◆ Exercise brief
What follows is a set of records. Copy them exactly and leave out the images.

◆ Data provided
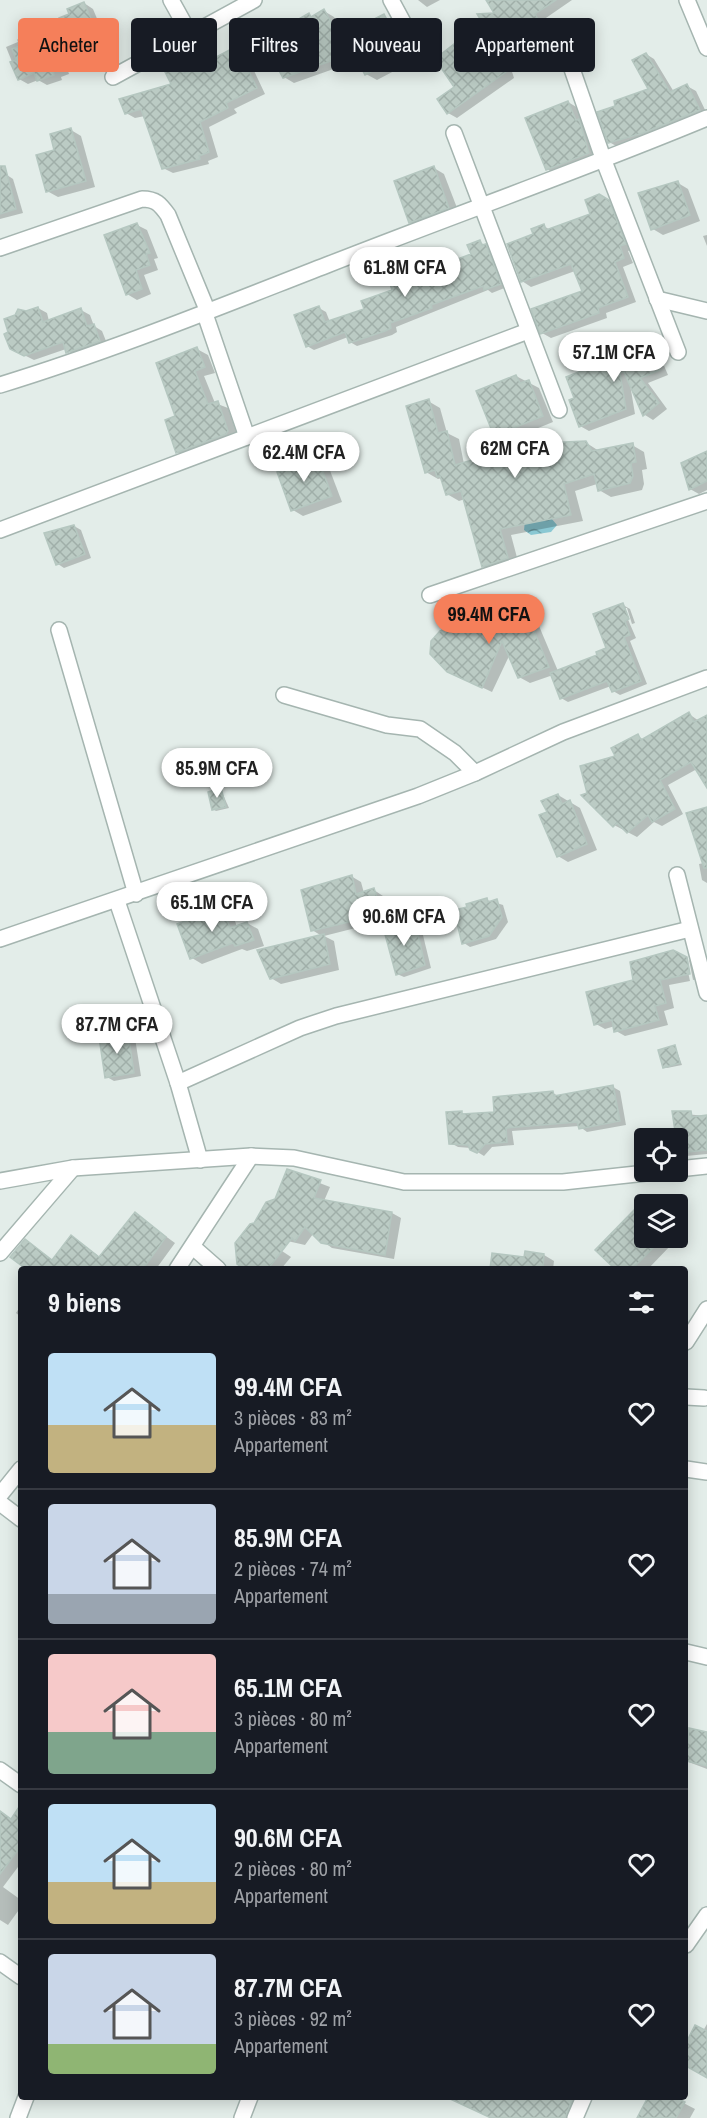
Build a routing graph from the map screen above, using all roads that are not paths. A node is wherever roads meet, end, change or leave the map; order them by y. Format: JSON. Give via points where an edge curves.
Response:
{"nodes":[{"id":1,"x":171,"y":0,"type":"edge"},
{"id":2,"x":254,"y":0,"type":"edge"},
{"id":3,"x":391,"y":0,"type":"edge"},
{"id":4,"x":687,"y":0,"type":"edge"},
{"id":5,"x":181,"y":18,"type":"edge"},
{"id":6,"x":401,"y":18,"type":"edge"},
{"id":7,"x":217,"y":21,"type":"edge"},
{"id":8,"x":707,"y":48,"type":"edge"},
{"id":9,"x":131,"y":68,"type":"edge"},
{"id":10,"x":573,"y":72,"type":"edge"},
{"id":11,"x":113,"y":77,"type":"dead end"},
{"id":12,"x":707,"y":118,"type":"edge"},
{"id":13,"x":454,"y":133,"type":"dead end"},
{"id":14,"x":604,"y":161,"type":"junction"},
{"id":15,"x":483,"y":206,"type":"junction"},
{"id":16,"x":0,"y":248,"type":"edge"},
{"id":17,"x":657,"y":299,"type":"junction"},
{"id":18,"x":707,"y":311,"type":"edge"},
{"id":19,"x":207,"y":313,"type":"junction"},
{"id":20,"x":528,"y":331,"type":"junction"},
{"id":21,"x":678,"y":352,"type":"dead end"},
{"id":22,"x":0,"y":385,"type":"edge"},
{"id":23,"x":559,"y":410,"type":"dead end"},
{"id":24,"x":247,"y":437,"type":"junction"},
{"id":25,"x":707,"y":501,"type":"edge"},
{"id":26,"x":0,"y":530,"type":"edge"},
{"id":27,"x":430,"y":595,"type":"dead end"},
{"id":28,"x":59,"y":630,"type":"dead end"},
{"id":29,"x":707,"y":678,"type":"edge"},
{"id":30,"x":284,"y":694,"type":"dead end"},
{"id":31,"x":475,"y":773,"type":"junction"},
{"id":32,"x":677,"y":875,"type":"dead end"},
{"id":33,"x":136,"y":894,"type":"junction"},
{"id":34,"x":117,"y":901,"type":"junction"},
{"id":35,"x":690,"y":929,"type":"junction"},
{"id":36,"x":0,"y":939,"type":"edge"},
{"id":37,"x":707,"y":993,"type":"edge"},
{"id":38,"x":178,"y":1083,"type":"junction"},
{"id":39,"x":251,"y":1155,"type":"junction"},
{"id":40,"x":200,"y":1160,"type":"junction"},
{"id":41,"x":707,"y":1166,"type":"edge"},
{"id":42,"x":72,"y":1168,"type":"junction"},
{"id":43,"x":688,"y":1168,"type":"edge"},
{"id":44,"x":634,"y":1174,"type":"edge"},
{"id":45,"x":0,"y":1181,"type":"edge"},
{"id":46,"x":193,"y":1247,"type":"junction"},
{"id":47,"x":0,"y":1253,"type":"edge"},
{"id":48,"x":179,"y":1266,"type":"edge"},
{"id":49,"x":215,"y":1266,"type":"edge"},
{"id":50,"x":707,"y":1309,"type":"edge"},
{"id":51,"x":688,"y":1338,"type":"edge"},
{"id":52,"x":688,"y":1397,"type":"edge"},
{"id":53,"x":704,"y":1398,"type":"dead end"},
{"id":54,"x":688,"y":1469,"type":"edge"},
{"id":55,"x":707,"y":1472,"type":"edge"},
{"id":56,"x":18,"y":1473,"type":"edge"},
{"id":57,"x":0,"y":1495,"type":"edge"},
{"id":58,"x":0,"y":1503,"type":"edge"},
{"id":59,"x":18,"y":1517,"type":"edge"},
{"id":60,"x":688,"y":1652,"type":"edge"},
{"id":61,"x":707,"y":1657,"type":"edge"},
{"id":62,"x":0,"y":1770,"type":"edge"},
{"id":63,"x":18,"y":1783,"type":"edge"},
{"id":64,"x":707,"y":1916,"type":"edge"},
{"id":65,"x":688,"y":1942,"type":"edge"},
{"id":66,"x":0,"y":1962,"type":"edge"},
{"id":67,"x":18,"y":1975,"type":"edge"},
{"id":68,"x":25,"y":2100,"type":"edge"},
{"id":69,"x":249,"y":2100,"type":"edge"},
{"id":70,"x":583,"y":2100,"type":"edge"},
{"id":71,"x":18,"y":2118,"type":"edge"},
{"id":72,"x":242,"y":2118,"type":"edge"},
{"id":73,"x":575,"y":2118,"type":"edge"}],
"edges":[{"from":1,"to":5,"type":"street"},
{"from":2,"to":7,"type":"street"},
{"from":3,"to":6,"type":"street"},
{"from":4,"to":8,"type":"street"},
{"from":9,"to":11,"type":"street"},
{"from":10,"to":14,"type":"street"},
{"from":12,"to":14,"type":"street"},
{"from":13,"to":15,"type":"street"},
{"from":14,"to":15,"type":"street"},
{"from":14,"to":17,"type":"street"},
{"from":15,"to":19,"type":"street"},
{"from":15,"to":20,"type":"street"},
{"from":16,"to":19,"type":"street","via":[[151,199],[168,215]]},
{"from":17,"to":18,"type":"street"},
{"from":17,"to":21,"type":"street"},
{"from":19,"to":22,"type":"street"},
{"from":19,"to":24,"type":"street"},
{"from":20,"to":23,"type":"street"},
{"from":20,"to":24,"type":"street"},
{"from":24,"to":26,"type":"street"},
{"from":25,"to":27,"type":"street"},
{"from":28,"to":33,"type":"street"},
{"from":29,"to":31,"type":"street","via":[[562,732]]},
{"from":30,"to":31,"type":"street","via":[[387,725],[420,729],[455,753]]},
{"from":31,"to":33,"type":"street"},
{"from":32,"to":35,"type":"street"},
{"from":33,"to":34,"type":"street"},
{"from":34,"to":36,"type":"street"},
{"from":34,"to":38,"type":"street"},
{"from":35,"to":37,"type":"street"},
{"from":35,"to":38,"type":"street","via":[[336,1016],[300,1028]]},
{"from":38,"to":40,"type":"street"},
{"from":39,"to":40,"type":"street"},
{"from":39,"to":44,"type":"street","via":[[294,1158],[404,1182],[562,1182]]},
{"from":39,"to":46,"type":"street"},
{"from":40,"to":42,"type":"street"},
{"from":41,"to":43,"type":"street"},
{"from":42,"to":45,"type":"street"},
{"from":42,"to":47,"type":"street"},
{"from":46,"to":48,"type":"street"},
{"from":46,"to":49,"type":"street"},
{"from":50,"to":51,"type":"street"},
{"from":52,"to":53,"type":"street"},
{"from":54,"to":55,"type":"street"},
{"from":56,"to":57,"type":"street"},
{"from":58,"to":59,"type":"street"},
{"from":60,"to":61,"type":"street"},
{"from":62,"to":63,"type":"street"},
{"from":64,"to":65,"type":"street"},
{"from":66,"to":67,"type":"street"},
{"from":68,"to":71,"type":"street"},
{"from":69,"to":72,"type":"street"},
{"from":70,"to":73,"type":"street"}]}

◆ Exercise output
Build a routing graph from the map screen above, using all roads that are not paths. A node is wherever roads meet, end, change or leave the map; order them by y. Format: JSON. Give via points where an edge curves.
Response:
{"nodes":[{"id":1,"x":171,"y":0,"type":"edge"},
{"id":2,"x":254,"y":0,"type":"edge"},
{"id":3,"x":391,"y":0,"type":"edge"},
{"id":4,"x":687,"y":0,"type":"edge"},
{"id":5,"x":181,"y":18,"type":"edge"},
{"id":6,"x":401,"y":18,"type":"edge"},
{"id":7,"x":217,"y":21,"type":"edge"},
{"id":8,"x":707,"y":48,"type":"edge"},
{"id":9,"x":131,"y":68,"type":"edge"},
{"id":10,"x":573,"y":72,"type":"edge"},
{"id":11,"x":113,"y":77,"type":"dead end"},
{"id":12,"x":707,"y":118,"type":"edge"},
{"id":13,"x":454,"y":133,"type":"dead end"},
{"id":14,"x":604,"y":161,"type":"junction"},
{"id":15,"x":483,"y":206,"type":"junction"},
{"id":16,"x":0,"y":248,"type":"edge"},
{"id":17,"x":657,"y":299,"type":"junction"},
{"id":18,"x":707,"y":311,"type":"edge"},
{"id":19,"x":207,"y":313,"type":"junction"},
{"id":20,"x":528,"y":331,"type":"junction"},
{"id":21,"x":678,"y":352,"type":"dead end"},
{"id":22,"x":0,"y":385,"type":"edge"},
{"id":23,"x":559,"y":410,"type":"dead end"},
{"id":24,"x":247,"y":437,"type":"junction"},
{"id":25,"x":707,"y":501,"type":"edge"},
{"id":26,"x":0,"y":530,"type":"edge"},
{"id":27,"x":430,"y":595,"type":"dead end"},
{"id":28,"x":59,"y":630,"type":"dead end"},
{"id":29,"x":707,"y":678,"type":"edge"},
{"id":30,"x":284,"y":694,"type":"dead end"},
{"id":31,"x":475,"y":773,"type":"junction"},
{"id":32,"x":677,"y":875,"type":"dead end"},
{"id":33,"x":136,"y":894,"type":"junction"},
{"id":34,"x":117,"y":901,"type":"junction"},
{"id":35,"x":690,"y":929,"type":"junction"},
{"id":36,"x":0,"y":939,"type":"edge"},
{"id":37,"x":707,"y":993,"type":"edge"},
{"id":38,"x":178,"y":1083,"type":"junction"},
{"id":39,"x":251,"y":1155,"type":"junction"},
{"id":40,"x":200,"y":1160,"type":"junction"},
{"id":41,"x":707,"y":1166,"type":"edge"},
{"id":42,"x":72,"y":1168,"type":"junction"},
{"id":43,"x":688,"y":1168,"type":"edge"},
{"id":44,"x":634,"y":1174,"type":"edge"},
{"id":45,"x":0,"y":1181,"type":"edge"},
{"id":46,"x":193,"y":1247,"type":"junction"},
{"id":47,"x":0,"y":1253,"type":"edge"},
{"id":48,"x":179,"y":1266,"type":"edge"},
{"id":49,"x":215,"y":1266,"type":"edge"},
{"id":50,"x":707,"y":1309,"type":"edge"},
{"id":51,"x":688,"y":1338,"type":"edge"},
{"id":52,"x":688,"y":1397,"type":"edge"},
{"id":53,"x":704,"y":1398,"type":"dead end"},
{"id":54,"x":688,"y":1469,"type":"edge"},
{"id":55,"x":707,"y":1472,"type":"edge"},
{"id":56,"x":18,"y":1473,"type":"edge"},
{"id":57,"x":0,"y":1495,"type":"edge"},
{"id":58,"x":0,"y":1503,"type":"edge"},
{"id":59,"x":18,"y":1517,"type":"edge"},
{"id":60,"x":688,"y":1652,"type":"edge"},
{"id":61,"x":707,"y":1657,"type":"edge"},
{"id":62,"x":0,"y":1770,"type":"edge"},
{"id":63,"x":18,"y":1783,"type":"edge"},
{"id":64,"x":707,"y":1916,"type":"edge"},
{"id":65,"x":688,"y":1942,"type":"edge"},
{"id":66,"x":0,"y":1962,"type":"edge"},
{"id":67,"x":18,"y":1975,"type":"edge"},
{"id":68,"x":25,"y":2100,"type":"edge"},
{"id":69,"x":249,"y":2100,"type":"edge"},
{"id":70,"x":583,"y":2100,"type":"edge"},
{"id":71,"x":18,"y":2118,"type":"edge"},
{"id":72,"x":242,"y":2118,"type":"edge"},
{"id":73,"x":575,"y":2118,"type":"edge"}],
"edges":[{"from":1,"to":5,"type":"street"},
{"from":2,"to":7,"type":"street"},
{"from":3,"to":6,"type":"street"},
{"from":4,"to":8,"type":"street"},
{"from":9,"to":11,"type":"street"},
{"from":10,"to":14,"type":"street"},
{"from":12,"to":14,"type":"street"},
{"from":13,"to":15,"type":"street"},
{"from":14,"to":15,"type":"street"},
{"from":14,"to":17,"type":"street"},
{"from":15,"to":19,"type":"street"},
{"from":15,"to":20,"type":"street"},
{"from":16,"to":19,"type":"street","via":[[151,199],[168,215]]},
{"from":17,"to":18,"type":"street"},
{"from":17,"to":21,"type":"street"},
{"from":19,"to":22,"type":"street"},
{"from":19,"to":24,"type":"street"},
{"from":20,"to":23,"type":"street"},
{"from":20,"to":24,"type":"street"},
{"from":24,"to":26,"type":"street"},
{"from":25,"to":27,"type":"street"},
{"from":28,"to":33,"type":"street"},
{"from":29,"to":31,"type":"street","via":[[562,732]]},
{"from":30,"to":31,"type":"street","via":[[387,725],[420,729],[455,753]]},
{"from":31,"to":33,"type":"street"},
{"from":32,"to":35,"type":"street"},
{"from":33,"to":34,"type":"street"},
{"from":34,"to":36,"type":"street"},
{"from":34,"to":38,"type":"street"},
{"from":35,"to":37,"type":"street"},
{"from":35,"to":38,"type":"street","via":[[336,1016],[300,1028]]},
{"from":38,"to":40,"type":"street"},
{"from":39,"to":40,"type":"street"},
{"from":39,"to":44,"type":"street","via":[[294,1158],[404,1182],[562,1182]]},
{"from":39,"to":46,"type":"street"},
{"from":40,"to":42,"type":"street"},
{"from":41,"to":43,"type":"street"},
{"from":42,"to":45,"type":"street"},
{"from":42,"to":47,"type":"street"},
{"from":46,"to":48,"type":"street"},
{"from":46,"to":49,"type":"street"},
{"from":50,"to":51,"type":"street"},
{"from":52,"to":53,"type":"street"},
{"from":54,"to":55,"type":"street"},
{"from":56,"to":57,"type":"street"},
{"from":58,"to":59,"type":"street"},
{"from":60,"to":61,"type":"street"},
{"from":62,"to":63,"type":"street"},
{"from":64,"to":65,"type":"street"},
{"from":66,"to":67,"type":"street"},
{"from":68,"to":71,"type":"street"},
{"from":69,"to":72,"type":"street"},
{"from":70,"to":73,"type":"street"}]}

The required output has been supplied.